At a system level, attention should be payed to what happens if malware takes over, or unintended spirals of trading occur due to complex and unforeseen interaction of algorithmic trading smart contracts.
Legal – Who owns the smart contract, Accepting terms, and Collateral risk
Ownership is important, it determines who is liable when things go wrong. According to western law, a machine cannot own a contract, only a legal entity, person, or company can. It is likely that a court would view a smart contract as a machine, hence for the smart contract to have legal validity it would have to be owned by someone. This would be stipulated in the Terms and Conditions.

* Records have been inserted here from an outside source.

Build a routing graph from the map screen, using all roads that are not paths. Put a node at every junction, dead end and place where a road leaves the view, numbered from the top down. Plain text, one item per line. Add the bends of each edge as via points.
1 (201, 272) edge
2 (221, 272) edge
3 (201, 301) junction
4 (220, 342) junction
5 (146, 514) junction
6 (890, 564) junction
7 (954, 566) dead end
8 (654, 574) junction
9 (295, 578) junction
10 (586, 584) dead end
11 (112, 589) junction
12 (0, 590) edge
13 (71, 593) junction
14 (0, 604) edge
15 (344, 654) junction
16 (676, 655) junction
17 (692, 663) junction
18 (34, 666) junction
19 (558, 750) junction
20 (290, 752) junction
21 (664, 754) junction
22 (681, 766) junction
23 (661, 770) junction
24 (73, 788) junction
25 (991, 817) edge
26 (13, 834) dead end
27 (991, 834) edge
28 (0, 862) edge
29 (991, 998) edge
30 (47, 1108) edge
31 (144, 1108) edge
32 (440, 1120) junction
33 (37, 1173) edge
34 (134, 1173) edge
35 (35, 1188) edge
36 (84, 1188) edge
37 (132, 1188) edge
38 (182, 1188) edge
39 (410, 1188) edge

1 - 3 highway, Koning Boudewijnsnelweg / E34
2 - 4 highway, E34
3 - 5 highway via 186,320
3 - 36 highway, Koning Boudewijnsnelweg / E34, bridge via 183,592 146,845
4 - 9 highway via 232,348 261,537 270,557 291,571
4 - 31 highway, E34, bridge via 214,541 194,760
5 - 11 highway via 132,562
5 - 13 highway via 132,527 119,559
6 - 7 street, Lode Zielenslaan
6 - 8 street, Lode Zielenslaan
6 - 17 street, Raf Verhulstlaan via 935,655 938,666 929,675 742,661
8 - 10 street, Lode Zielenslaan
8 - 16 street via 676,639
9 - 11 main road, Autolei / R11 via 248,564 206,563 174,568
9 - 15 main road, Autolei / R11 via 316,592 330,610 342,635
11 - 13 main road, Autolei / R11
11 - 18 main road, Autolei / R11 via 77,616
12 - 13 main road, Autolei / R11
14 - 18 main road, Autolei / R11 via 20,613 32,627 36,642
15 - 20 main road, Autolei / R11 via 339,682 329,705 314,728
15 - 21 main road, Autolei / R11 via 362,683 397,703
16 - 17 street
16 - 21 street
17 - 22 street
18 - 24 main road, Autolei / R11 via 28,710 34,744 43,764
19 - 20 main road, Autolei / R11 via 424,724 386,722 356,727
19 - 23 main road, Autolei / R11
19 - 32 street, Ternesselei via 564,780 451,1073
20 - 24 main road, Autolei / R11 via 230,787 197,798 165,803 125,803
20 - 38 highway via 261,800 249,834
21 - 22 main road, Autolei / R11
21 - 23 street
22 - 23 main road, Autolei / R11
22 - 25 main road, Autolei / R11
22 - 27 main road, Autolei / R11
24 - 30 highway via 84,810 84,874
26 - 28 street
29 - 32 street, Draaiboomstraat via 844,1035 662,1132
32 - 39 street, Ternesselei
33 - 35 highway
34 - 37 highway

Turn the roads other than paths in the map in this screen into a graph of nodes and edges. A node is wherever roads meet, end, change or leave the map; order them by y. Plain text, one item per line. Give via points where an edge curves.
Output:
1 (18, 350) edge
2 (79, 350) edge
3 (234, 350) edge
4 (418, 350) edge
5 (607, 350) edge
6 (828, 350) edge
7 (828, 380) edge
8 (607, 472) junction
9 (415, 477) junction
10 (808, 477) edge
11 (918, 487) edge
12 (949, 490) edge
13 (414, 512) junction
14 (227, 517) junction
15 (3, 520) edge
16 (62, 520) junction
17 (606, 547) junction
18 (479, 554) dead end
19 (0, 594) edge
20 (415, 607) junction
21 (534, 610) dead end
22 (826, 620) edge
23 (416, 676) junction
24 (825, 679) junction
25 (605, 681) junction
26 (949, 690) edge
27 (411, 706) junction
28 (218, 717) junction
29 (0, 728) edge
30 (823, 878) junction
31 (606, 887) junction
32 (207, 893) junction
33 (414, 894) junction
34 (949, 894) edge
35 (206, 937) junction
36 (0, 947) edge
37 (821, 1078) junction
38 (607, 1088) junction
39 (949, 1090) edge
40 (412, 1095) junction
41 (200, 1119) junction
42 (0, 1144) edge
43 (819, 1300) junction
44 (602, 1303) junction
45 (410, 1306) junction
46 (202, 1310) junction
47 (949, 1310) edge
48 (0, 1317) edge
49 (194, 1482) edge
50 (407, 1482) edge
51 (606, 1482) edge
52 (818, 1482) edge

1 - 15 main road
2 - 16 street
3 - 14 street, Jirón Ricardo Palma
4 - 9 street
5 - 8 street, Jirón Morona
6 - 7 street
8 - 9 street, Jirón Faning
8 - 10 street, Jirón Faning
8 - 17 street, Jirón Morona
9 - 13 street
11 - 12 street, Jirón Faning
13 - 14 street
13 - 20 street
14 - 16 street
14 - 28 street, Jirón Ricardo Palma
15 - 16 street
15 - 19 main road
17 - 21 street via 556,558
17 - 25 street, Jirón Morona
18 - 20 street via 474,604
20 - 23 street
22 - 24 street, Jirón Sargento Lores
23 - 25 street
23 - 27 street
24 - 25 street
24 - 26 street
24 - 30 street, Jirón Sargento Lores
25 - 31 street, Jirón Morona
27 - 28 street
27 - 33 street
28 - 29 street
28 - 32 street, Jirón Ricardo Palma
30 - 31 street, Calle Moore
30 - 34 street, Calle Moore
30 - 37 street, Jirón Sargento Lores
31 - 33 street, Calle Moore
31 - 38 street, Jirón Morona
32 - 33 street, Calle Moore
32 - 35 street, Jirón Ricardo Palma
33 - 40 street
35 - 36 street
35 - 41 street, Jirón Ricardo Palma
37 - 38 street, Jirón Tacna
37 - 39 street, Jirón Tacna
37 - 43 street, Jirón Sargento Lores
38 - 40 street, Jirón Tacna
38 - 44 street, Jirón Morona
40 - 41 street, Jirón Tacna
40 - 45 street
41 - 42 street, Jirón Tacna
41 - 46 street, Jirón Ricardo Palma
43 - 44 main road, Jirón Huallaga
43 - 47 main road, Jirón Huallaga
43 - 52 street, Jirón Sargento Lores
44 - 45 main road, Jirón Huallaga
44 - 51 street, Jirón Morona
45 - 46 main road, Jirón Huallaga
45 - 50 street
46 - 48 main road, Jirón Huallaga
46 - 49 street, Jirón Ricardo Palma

How do you know if both parties accepted the terms of the contract, a legal requirement. One solution would be to borrow from API usage. Typically you need to request an API key to use the API, and as part of that process you are presented with terms and your acceptance is recorded.
In our use case a national bank is used to clear and settle the swap. There is very little risk here as central banks in principle have little chance of going bankrupt. However, what happens if the money that is used somehow becomes tainted. Most countries have laws and regulations that apply, for instance anti-money laundering (AML) policies. The easiest place to enforce those policies is in the smart contract code, before allowing a cash transaction between two parties. It was also deemed appropriate to check if the receiver happens to be in an embargoed jurisdiction, by calling a smart oracle.
The Legathon 2.0 attendees discussing the case at hand
More and more financial institutions are investing in research on new technologies, like the blockchain, and see how they can modernize and improve banking and the financial services industry. UBS is a great example of this and others have joined the bandwagon.
Exchange operator Nasdaq in May announced plans to launch blockchain-enabled digital ledger technology for equity record keeping. “Utilising the blockchain is a natural digital evolution for managing physical securities,” said Nasdaq CEO Bob Greifeld.
“Once you cut the apron strings of need for the physical, the opportunities we can envision blockchain providing stand to benefit not only our clients, but the broader global capital markets.”
— – Bob Greifeld
Derek White, Chief Designer and Digital Officer at Barclays said in an interview for BBC Newsnight, “we see the power of what this blockchain can become, venture capitalists see this. Even more exciting is the disruptive mind of entrepreneurs are seeing the power of this, and they are building new businesses in new paradigms that are going to change the shape and the face of all industries.” They have their own London-based Barclays Accelerator.
Deutsche Bank recently announced they will also launch three tech startup labs in 2015 with partners such as Microsoft, HCL, and IBM in London, Berlin, and Silicon Valley with the hope to screen some 500 fintech start-ups per year.
2015 should be a very interesting year for fintech and blockchain startups, we will possibly see innovation coming from all fronts in the financial sector. The future holds exciting developments in the space that could offer new means of doing business, and allow for easier, cheaper, and faster finance with the hopes of making financial institutions more transparent, accountable, and fair.